## How to complete this task:
I need every line that includes the word "خبيب" copied from the material.

+ + + + +

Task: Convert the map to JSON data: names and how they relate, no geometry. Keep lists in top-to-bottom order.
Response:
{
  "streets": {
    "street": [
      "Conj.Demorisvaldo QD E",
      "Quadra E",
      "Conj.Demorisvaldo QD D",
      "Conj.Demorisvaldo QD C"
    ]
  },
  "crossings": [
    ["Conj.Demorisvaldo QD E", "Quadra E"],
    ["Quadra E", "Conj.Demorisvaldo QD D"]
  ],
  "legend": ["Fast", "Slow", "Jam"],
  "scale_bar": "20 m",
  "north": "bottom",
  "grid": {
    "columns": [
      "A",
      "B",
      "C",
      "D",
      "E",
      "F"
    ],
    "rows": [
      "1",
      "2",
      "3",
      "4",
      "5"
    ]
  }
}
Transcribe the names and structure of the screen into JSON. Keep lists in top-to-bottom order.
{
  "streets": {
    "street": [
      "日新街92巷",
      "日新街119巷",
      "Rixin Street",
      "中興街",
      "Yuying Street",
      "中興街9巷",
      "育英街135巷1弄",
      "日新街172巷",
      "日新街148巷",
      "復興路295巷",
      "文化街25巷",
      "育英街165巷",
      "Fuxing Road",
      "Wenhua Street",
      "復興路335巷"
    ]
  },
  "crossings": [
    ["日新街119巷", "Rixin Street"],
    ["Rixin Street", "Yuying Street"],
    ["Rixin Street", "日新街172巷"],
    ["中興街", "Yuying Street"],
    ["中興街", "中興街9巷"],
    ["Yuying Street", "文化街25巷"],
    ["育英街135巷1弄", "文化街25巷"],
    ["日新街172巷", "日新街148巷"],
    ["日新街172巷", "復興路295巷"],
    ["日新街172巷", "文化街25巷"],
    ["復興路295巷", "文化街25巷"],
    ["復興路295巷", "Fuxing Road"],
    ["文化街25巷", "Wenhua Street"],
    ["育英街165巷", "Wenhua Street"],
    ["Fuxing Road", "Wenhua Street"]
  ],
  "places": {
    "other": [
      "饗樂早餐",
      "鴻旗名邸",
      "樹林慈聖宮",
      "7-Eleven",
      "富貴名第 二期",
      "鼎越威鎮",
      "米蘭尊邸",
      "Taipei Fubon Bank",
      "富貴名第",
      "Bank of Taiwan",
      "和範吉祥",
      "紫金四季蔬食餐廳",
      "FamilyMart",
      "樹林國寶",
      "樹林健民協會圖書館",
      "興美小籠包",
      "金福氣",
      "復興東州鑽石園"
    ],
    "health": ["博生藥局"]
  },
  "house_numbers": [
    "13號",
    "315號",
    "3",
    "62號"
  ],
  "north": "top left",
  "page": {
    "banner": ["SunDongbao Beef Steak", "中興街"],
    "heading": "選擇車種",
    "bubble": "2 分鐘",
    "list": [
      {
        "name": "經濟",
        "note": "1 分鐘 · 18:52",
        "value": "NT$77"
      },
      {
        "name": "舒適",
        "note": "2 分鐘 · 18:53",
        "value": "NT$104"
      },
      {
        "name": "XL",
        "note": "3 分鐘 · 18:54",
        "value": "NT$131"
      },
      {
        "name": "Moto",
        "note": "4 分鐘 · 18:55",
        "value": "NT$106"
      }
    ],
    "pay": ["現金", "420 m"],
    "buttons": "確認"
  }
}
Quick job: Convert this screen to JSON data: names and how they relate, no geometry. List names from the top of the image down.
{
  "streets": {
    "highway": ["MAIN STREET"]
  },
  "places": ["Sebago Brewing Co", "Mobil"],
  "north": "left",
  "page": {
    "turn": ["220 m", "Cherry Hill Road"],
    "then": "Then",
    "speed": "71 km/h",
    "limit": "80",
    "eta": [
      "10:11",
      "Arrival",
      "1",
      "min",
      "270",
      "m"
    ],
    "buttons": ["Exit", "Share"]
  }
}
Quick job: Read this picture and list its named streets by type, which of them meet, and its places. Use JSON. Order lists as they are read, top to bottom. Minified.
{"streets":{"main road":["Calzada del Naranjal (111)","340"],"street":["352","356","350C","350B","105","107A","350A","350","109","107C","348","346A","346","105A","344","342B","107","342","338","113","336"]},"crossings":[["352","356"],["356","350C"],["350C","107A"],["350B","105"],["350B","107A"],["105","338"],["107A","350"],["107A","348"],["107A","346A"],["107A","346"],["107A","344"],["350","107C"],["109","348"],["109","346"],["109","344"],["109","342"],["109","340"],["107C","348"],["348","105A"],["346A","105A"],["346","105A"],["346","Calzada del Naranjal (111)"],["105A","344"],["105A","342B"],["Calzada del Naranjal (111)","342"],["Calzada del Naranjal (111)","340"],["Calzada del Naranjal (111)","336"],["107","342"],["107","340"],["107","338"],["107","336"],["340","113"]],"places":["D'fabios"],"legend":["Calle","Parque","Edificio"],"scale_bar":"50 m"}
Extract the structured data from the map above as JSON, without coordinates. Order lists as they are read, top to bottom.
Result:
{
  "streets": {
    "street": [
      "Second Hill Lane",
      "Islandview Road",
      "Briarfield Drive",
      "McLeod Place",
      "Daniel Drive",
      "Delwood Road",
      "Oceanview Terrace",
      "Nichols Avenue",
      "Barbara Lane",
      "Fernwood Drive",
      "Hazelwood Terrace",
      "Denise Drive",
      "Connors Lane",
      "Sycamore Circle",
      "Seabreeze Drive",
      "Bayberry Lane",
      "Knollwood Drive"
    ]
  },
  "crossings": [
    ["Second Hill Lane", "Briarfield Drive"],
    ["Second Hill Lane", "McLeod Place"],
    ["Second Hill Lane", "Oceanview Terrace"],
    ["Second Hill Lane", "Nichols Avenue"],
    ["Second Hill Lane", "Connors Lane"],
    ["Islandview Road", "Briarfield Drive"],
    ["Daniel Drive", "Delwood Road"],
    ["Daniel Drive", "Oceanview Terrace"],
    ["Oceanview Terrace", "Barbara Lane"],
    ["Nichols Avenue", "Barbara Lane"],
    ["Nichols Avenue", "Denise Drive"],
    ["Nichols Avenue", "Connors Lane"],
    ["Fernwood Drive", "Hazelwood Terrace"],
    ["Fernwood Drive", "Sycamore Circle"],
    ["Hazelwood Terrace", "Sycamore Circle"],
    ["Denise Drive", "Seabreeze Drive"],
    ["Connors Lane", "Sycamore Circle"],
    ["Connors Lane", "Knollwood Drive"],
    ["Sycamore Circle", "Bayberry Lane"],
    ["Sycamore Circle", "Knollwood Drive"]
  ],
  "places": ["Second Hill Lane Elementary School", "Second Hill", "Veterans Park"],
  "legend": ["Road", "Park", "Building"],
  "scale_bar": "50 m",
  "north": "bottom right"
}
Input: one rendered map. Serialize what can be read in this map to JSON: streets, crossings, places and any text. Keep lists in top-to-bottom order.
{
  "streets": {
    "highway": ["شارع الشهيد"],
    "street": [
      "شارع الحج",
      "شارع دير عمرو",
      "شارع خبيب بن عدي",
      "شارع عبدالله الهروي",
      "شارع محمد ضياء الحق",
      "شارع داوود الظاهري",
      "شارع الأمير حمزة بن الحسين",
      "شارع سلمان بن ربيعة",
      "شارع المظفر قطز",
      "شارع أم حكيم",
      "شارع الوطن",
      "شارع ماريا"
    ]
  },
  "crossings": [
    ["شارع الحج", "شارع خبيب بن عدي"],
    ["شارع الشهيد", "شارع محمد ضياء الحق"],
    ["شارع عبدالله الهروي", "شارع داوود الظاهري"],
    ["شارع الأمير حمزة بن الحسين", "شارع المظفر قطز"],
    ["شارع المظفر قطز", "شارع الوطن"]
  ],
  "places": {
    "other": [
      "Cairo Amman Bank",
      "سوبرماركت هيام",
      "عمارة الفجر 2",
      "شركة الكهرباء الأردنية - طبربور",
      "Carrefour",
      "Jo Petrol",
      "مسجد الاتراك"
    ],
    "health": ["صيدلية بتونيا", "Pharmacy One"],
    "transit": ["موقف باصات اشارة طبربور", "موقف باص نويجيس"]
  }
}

+ + + + +

## Solution:
      "شارع خبيب بن عدي",
    ["شارع الحج", "شارع خبيب بن عدي"],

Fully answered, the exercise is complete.